Con Bebo, camino a Quivicán


En Santo Domingo, son las 10:47 de la noche del viernes 22 de marzo de 2013. En estos momentos, Bebo Valdés es trending topic en República Dominicana. Con sus propias palabras y con ese piano silencioso que son las teclas de las computadoras o los smartphones, los dominicanos le rinden homenaje al gigante de la música.

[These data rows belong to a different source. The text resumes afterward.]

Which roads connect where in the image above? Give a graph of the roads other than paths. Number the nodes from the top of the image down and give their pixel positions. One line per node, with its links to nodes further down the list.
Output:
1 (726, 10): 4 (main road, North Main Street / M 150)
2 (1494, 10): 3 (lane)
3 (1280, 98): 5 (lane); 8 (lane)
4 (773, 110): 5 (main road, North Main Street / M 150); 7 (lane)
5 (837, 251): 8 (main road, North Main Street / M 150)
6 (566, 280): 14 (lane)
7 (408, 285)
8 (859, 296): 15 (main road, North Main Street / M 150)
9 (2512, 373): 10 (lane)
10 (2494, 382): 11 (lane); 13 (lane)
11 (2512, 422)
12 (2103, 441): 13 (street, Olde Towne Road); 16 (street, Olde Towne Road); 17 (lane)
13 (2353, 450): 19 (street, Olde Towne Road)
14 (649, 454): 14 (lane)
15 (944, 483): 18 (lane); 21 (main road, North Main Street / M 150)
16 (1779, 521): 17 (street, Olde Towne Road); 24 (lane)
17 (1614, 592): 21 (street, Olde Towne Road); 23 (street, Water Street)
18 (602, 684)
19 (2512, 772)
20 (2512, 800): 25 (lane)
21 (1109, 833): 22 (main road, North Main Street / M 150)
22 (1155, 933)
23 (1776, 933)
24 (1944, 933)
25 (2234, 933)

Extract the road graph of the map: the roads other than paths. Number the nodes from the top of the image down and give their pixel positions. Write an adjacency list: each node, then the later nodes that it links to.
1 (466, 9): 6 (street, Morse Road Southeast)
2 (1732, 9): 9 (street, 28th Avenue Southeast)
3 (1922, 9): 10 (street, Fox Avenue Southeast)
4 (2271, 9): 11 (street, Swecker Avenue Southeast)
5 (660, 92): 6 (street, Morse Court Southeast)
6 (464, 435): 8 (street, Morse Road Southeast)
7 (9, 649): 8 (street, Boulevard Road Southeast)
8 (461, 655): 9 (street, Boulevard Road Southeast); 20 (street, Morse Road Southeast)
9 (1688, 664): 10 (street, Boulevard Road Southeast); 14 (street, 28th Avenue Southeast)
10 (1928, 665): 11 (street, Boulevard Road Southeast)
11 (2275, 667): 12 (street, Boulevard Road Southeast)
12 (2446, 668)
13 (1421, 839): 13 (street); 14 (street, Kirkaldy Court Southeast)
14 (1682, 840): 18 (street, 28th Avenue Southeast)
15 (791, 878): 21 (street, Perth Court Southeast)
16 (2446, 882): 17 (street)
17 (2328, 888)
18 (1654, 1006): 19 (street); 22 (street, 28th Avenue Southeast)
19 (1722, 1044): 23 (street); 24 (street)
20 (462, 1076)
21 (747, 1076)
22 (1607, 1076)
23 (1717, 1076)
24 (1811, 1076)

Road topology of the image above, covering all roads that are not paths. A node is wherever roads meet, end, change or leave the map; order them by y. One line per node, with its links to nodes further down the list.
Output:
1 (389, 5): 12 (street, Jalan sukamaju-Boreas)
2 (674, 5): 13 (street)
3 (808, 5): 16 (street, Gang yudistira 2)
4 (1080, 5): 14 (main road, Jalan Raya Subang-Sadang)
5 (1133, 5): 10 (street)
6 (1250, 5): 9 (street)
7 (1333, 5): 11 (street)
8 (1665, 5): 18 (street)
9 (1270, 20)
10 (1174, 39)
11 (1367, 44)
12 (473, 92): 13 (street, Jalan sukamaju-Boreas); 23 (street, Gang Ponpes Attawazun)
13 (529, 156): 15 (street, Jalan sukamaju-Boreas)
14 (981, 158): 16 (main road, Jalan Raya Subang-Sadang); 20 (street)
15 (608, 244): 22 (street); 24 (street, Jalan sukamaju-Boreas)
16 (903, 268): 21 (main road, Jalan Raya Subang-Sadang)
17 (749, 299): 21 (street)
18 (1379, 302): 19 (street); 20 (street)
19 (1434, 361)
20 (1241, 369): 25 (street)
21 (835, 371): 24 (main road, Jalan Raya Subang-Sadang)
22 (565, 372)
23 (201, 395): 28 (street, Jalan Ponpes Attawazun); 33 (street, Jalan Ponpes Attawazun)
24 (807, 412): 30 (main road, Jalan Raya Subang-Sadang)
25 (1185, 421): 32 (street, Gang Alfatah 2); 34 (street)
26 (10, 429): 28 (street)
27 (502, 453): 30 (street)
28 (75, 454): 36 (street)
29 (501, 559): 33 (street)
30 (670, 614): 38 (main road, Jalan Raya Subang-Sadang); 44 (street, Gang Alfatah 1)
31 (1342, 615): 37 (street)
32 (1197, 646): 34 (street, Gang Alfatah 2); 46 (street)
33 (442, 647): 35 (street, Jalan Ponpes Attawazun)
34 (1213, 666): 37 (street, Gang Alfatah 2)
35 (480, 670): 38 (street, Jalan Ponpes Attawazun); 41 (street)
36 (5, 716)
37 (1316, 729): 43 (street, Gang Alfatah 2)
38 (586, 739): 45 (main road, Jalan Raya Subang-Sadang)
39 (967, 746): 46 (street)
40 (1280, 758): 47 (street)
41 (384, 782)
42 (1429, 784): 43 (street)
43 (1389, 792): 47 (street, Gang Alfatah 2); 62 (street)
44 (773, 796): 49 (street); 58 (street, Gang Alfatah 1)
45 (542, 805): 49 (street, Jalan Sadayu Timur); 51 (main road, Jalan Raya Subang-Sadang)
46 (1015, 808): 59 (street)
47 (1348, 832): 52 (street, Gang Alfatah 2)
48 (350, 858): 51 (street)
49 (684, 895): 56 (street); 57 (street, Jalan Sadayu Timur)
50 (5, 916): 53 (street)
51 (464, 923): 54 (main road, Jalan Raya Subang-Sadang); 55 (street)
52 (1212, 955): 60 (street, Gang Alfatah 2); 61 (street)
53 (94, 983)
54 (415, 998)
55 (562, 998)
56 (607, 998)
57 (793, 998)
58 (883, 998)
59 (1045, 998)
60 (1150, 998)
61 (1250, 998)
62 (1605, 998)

Bebo Valdés nació en Quivicán en 1918 y acaba de morir en Estocolmo. En sus 95 años de vida hay otra fecha importante: 1960. Una revolución en su país y el amor de una sueca se combinaron para que el genial pianista decidiera exiliarse. Tenía 42 años, su ausencia duró 53.
Muchas veces, de distintas maneras, le ofrecieron a Bebo la posibilidad de volver a su patria. Su negativa siempre fue rotunda. Una y otra vez se negó a llegar a un Quivicán desconocido, a una Habana en ruinas y a una Cuba oprimida. Como si tocara la más difícil nota, solo supo decir que no con su cabeza.
Es muy probable que los dominicanos actuales conozcan mejor a Bebo Valdés que sus compatriotas. Lo poco que se saben de él los cubanos de hoy,  se debe a unos dibujos animados donde Bebo se llama Chico y sus deseos por Cuba se resumen en una muchacha de nombre Rita.
A partir de hoy Bebo Valdés es, como diría Fito Páez, parte del aire. En el caso de los cubanos y de todos los que le admiran, parte del aire que respiramos. Como un oso, negro y enorme, seguirá abrazándonos con sus ritmos. Por más que se haga el sueco, Quivicán será siempre su lugar en el mundo.